### YOUR ASSIGNMENT
Every line of the listing below should be written out exactly, minus its images.

### SUPPLIED MATERIAL
__________

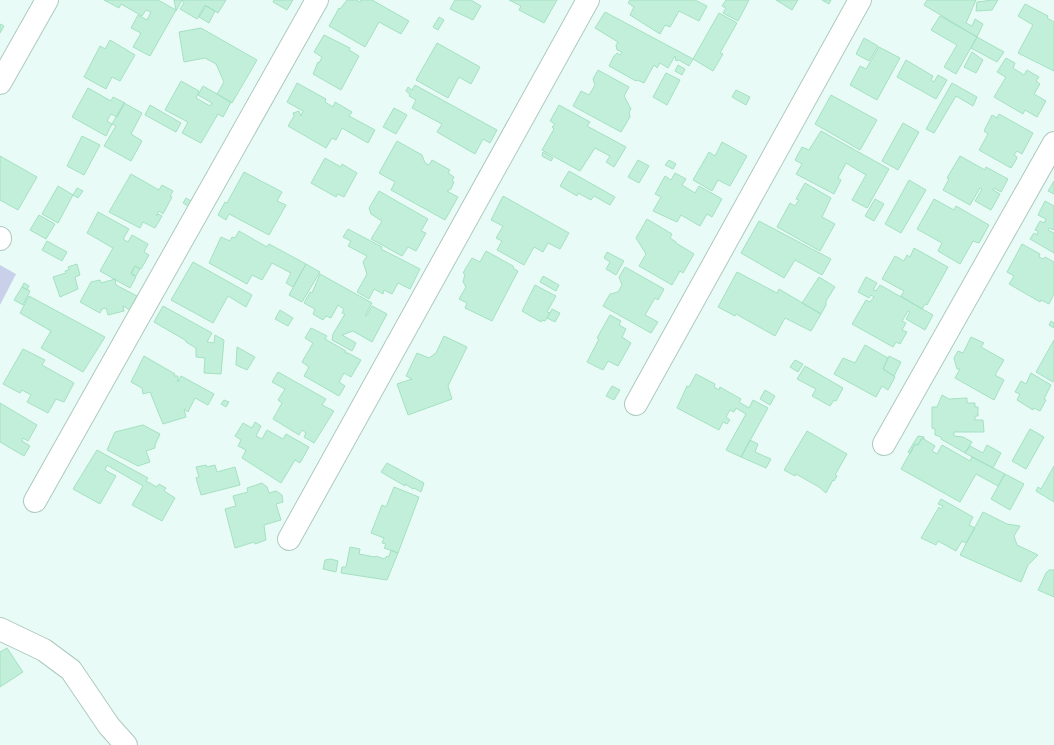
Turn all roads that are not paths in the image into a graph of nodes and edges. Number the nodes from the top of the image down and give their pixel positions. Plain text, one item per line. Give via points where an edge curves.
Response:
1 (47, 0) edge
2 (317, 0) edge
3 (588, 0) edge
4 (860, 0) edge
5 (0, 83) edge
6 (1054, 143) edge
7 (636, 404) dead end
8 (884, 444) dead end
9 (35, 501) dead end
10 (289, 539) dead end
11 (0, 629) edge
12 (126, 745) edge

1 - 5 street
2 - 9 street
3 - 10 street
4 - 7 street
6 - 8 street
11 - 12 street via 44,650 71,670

__________

### RESULT OF THIS TASK
Turn all roads that are not paths in the image into a graph of nodes and edges. Number the nodes from the top of the image down and give their pixel positions. Plain text, one item per line. Give via points where an edge curves.
Response:
1 (47, 0) edge
2 (317, 0) edge
3 (588, 0) edge
4 (860, 0) edge
5 (0, 83) edge
6 (1054, 143) edge
7 (636, 404) dead end
8 (884, 444) dead end
9 (35, 501) dead end
10 (289, 539) dead end
11 (0, 629) edge
12 (126, 745) edge

1 - 5 street
2 - 9 street
3 - 10 street
4 - 7 street
6 - 8 street
11 - 12 street via 44,650 71,670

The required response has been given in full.